In the Arctic, America’s clandestine forces game out a great-power war

ABOARD A U.S. MILITARY AIRCRAFT OVER KODIAK ISLAND, Alaska — To the uninitiated, this felt like madness. From an altitude of 8,000 feet, six Navy SEALs were about to parachute into Marmot Bay, where the water temperature was just barely above freezing.

Their inflatable boat went first, rumbling down the ramp of this MC-130 transport plane before snapping out the back. These stout, nondescript airframes were engineered specifically to enable the “low visibility” operations that are a hallmark of the U.S. military’s clandestine forces. As one of the SEALs roused from a nap, the plane leveled off.

One by one, they approached the exit, turned their backs to the vivid blue-green vista below and out they went, hurtling toward an icy splashdown.

America’s Special Operations forces are in the midst of a major transformation. As the powerful militaries commanded by Russia and China compete with the United States for dominance in the resource-rich Arctic, the Pentagon has dramatically expanded its focus on what a war would look like here in one of the planet’s most treacherous settings — and how its most advanced units could be brought to bear on a direct threat to the U.S. homeland or to NATO allies who inhabit the coldest climes of Europe.

Special Operations troops are distinct from conventional military forces, tasked with the secretive, sensitive, dangerous assignments such as kill-capture missions, hostage rescues, and sabotage. This winter, The Washington Post was granted rare access to teams of SEALs, Green Berets, the 160th Special Operations Aviation Regiment and other elite personnel while they stress-tested the innumerable limitations imposed by Alaska’s vast, merciless wilderness, including in Kodiak, a wind-blasted outpost off the state’s southern coast, and in austere training areas outside the central city of Fairbanks.

The sobering takeaway, it was instantly clear, is that any conflict in the High North would be an unmitigated nightmare for those sent to fight it.

Capt. Bill Gallagher, who commands the SEAL unit involved in the exercise, characterized the Arctic as perhaps the most rugged and extreme place for any military to operate, saying even the most routine functions can be an existential threat.

The troops who landed in Marmot Bay wore dry suits under their uniforms to insulate them against the inevitable effects of submersion in 37-degree water. Without such gear, a person encountering similar conditions would be in a race against death.

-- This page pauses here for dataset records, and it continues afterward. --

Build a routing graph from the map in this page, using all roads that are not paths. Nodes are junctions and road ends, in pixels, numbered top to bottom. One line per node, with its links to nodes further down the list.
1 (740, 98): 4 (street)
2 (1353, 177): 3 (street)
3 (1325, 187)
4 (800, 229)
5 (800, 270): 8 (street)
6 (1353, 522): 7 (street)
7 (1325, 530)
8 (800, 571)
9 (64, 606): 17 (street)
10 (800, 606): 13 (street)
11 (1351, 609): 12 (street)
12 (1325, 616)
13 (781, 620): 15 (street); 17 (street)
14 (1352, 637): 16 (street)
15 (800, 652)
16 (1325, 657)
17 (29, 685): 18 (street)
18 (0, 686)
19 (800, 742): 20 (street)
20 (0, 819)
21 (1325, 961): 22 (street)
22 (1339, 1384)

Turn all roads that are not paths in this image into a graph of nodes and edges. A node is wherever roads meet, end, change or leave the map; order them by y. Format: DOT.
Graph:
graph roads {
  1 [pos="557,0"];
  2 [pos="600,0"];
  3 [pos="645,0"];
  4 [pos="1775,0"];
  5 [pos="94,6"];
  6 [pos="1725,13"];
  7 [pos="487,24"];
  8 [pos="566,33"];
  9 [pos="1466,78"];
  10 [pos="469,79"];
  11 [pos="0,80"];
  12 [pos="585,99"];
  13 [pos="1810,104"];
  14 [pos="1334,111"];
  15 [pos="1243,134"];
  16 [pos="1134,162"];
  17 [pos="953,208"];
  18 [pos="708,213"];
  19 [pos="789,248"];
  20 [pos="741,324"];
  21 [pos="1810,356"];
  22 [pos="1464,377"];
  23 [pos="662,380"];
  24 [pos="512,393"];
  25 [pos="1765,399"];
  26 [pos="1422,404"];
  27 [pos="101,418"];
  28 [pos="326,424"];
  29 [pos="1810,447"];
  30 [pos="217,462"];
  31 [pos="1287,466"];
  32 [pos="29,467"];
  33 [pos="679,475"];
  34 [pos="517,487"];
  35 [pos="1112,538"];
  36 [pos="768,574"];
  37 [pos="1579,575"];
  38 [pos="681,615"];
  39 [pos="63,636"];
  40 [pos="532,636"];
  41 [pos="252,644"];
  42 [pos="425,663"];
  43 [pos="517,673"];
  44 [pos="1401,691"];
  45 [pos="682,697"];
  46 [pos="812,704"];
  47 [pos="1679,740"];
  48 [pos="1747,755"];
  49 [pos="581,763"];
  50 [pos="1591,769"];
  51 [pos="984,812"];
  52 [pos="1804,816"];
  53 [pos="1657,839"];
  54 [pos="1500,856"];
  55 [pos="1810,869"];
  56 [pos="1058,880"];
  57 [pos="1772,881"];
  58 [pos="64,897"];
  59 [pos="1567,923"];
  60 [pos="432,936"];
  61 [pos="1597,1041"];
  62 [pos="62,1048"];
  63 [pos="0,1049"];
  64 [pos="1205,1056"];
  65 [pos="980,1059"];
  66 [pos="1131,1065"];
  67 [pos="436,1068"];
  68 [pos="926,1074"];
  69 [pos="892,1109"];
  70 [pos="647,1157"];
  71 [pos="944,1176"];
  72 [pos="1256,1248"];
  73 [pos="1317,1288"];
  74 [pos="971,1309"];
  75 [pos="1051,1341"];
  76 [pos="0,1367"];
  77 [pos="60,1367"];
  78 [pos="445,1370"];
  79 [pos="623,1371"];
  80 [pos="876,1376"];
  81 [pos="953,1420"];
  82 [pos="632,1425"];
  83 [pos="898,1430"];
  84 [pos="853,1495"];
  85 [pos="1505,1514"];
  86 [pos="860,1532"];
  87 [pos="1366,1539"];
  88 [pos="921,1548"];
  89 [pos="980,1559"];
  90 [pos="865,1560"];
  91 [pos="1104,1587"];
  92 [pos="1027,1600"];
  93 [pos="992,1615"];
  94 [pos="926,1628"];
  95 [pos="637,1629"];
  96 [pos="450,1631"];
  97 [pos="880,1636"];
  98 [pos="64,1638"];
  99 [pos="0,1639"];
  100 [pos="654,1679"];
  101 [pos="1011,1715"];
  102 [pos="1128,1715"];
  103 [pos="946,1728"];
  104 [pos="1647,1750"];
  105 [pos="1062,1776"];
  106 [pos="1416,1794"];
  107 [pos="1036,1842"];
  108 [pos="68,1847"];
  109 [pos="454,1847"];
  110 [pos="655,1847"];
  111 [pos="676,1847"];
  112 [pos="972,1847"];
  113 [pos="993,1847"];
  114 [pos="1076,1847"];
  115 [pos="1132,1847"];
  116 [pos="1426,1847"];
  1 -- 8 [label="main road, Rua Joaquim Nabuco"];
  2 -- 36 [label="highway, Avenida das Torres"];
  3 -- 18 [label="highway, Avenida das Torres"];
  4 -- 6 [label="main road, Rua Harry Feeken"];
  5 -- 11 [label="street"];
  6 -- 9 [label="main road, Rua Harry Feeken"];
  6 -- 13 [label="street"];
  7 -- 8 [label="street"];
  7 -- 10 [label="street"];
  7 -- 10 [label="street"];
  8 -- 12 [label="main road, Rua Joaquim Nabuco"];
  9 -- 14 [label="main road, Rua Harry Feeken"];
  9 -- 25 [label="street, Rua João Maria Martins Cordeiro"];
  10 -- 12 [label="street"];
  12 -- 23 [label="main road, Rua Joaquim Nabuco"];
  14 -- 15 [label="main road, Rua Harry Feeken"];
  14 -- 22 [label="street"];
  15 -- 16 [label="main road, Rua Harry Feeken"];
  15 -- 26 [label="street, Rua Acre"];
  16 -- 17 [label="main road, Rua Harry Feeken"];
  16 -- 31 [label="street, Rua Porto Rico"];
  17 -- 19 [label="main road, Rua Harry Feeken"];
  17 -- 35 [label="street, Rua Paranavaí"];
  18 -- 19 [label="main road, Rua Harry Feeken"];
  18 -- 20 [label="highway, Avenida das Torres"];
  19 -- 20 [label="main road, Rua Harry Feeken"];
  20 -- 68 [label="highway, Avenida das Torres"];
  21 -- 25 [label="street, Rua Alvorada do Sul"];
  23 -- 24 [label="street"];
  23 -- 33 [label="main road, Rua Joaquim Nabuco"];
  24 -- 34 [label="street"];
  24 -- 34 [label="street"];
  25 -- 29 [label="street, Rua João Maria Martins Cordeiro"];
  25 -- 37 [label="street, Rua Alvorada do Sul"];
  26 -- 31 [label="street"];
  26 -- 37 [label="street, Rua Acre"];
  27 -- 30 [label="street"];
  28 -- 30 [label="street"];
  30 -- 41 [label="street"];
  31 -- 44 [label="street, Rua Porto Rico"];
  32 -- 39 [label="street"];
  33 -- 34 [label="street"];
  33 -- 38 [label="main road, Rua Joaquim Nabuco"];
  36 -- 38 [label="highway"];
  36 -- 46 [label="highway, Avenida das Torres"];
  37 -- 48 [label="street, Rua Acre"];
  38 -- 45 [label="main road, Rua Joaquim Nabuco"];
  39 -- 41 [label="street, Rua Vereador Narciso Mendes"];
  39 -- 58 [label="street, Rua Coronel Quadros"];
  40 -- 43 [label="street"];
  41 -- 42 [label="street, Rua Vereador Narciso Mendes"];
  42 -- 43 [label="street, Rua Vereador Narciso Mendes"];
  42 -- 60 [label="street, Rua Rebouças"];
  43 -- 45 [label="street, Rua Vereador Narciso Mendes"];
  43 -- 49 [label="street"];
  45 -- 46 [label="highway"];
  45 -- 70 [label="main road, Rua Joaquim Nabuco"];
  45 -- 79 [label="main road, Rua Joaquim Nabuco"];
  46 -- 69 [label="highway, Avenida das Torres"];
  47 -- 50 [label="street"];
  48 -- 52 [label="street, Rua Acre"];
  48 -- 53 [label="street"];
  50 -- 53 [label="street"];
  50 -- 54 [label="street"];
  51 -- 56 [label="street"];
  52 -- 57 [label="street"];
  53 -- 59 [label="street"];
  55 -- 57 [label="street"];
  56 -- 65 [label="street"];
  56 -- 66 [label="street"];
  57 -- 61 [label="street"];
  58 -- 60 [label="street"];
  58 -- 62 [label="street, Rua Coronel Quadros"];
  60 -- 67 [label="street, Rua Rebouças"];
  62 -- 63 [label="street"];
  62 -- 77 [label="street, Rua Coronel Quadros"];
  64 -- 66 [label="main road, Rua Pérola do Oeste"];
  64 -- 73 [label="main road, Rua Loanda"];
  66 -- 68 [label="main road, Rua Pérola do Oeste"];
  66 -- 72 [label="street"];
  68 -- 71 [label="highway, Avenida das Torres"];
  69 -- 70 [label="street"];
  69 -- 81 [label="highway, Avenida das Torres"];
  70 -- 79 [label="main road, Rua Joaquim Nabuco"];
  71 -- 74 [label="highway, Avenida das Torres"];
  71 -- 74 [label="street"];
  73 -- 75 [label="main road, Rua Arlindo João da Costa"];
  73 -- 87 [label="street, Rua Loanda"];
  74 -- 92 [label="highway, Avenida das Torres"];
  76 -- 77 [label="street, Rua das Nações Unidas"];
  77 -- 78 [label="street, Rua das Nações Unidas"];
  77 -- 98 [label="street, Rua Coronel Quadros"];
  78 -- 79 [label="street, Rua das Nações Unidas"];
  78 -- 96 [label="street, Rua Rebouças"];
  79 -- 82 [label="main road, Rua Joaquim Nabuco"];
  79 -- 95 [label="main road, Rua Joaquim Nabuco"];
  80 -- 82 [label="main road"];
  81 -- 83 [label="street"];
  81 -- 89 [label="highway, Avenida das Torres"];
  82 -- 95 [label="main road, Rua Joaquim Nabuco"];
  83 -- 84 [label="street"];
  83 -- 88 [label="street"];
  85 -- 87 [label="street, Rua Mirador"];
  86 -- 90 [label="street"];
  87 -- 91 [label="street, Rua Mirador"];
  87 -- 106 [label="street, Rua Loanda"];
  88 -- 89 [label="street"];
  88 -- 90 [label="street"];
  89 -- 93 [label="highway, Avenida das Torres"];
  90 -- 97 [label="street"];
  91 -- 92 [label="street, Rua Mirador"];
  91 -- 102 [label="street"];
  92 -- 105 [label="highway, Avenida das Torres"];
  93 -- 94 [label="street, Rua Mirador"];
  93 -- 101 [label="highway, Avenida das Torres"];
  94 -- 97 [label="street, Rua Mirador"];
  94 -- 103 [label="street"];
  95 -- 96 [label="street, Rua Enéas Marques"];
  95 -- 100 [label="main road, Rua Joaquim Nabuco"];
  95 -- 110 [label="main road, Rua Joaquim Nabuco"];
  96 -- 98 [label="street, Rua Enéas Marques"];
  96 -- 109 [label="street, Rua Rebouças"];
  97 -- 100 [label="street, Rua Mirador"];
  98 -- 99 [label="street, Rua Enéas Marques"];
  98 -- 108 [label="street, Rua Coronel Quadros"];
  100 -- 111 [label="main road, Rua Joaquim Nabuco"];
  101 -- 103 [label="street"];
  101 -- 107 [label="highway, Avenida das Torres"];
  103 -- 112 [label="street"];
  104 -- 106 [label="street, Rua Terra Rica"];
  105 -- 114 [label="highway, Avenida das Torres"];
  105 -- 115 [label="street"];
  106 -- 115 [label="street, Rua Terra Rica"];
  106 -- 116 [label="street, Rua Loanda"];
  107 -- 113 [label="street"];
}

Here, Gallagher said, “the environment can kill you quicker than any enemy.”

The Arctic, warming four times faster than the rest of the world and opening to commercial and military activity like never before, is evolving rapidly and compelling the Pentagon to keep pace, officials say, creating the potential for competition and conflict among Washington, Moscow and Beijing.

The United States would probably be challenged by either one. Russia, bloodied but resurgent in Ukraine, has earned useful combat experience against a skilled foe, and is only growing its competency in areas like electronic warfare, said Mark Cancian, a senior adviser with the Center for Strategic and International Studies. The Pentagon, emerging from a more-limited form of combat in the Middle East, can only study and theorize what Moscow has learned from its large-scale war, Cancian said.

China, meanwhile, is outpacing the United States in technology like hypersonic missiles, the Pentagon has acknowledged. And the sheer size of its military poses an enormous concern, Cancian said. “The big Chinese advantage is in numbers,” he said. “Their fleet is large and getting larger.”

The twin challenge has forced the Defense Department to look inward at its own shortcomings, some of which are revealed in the Arctic.

For instance, many of the satellites that monitor activity north of the Arctic Circle have “blind spots,” limiting how well the U.S. government can track incoming threats,…



This article was originally published by a www.washingtonpost.com . Read the Original article here. .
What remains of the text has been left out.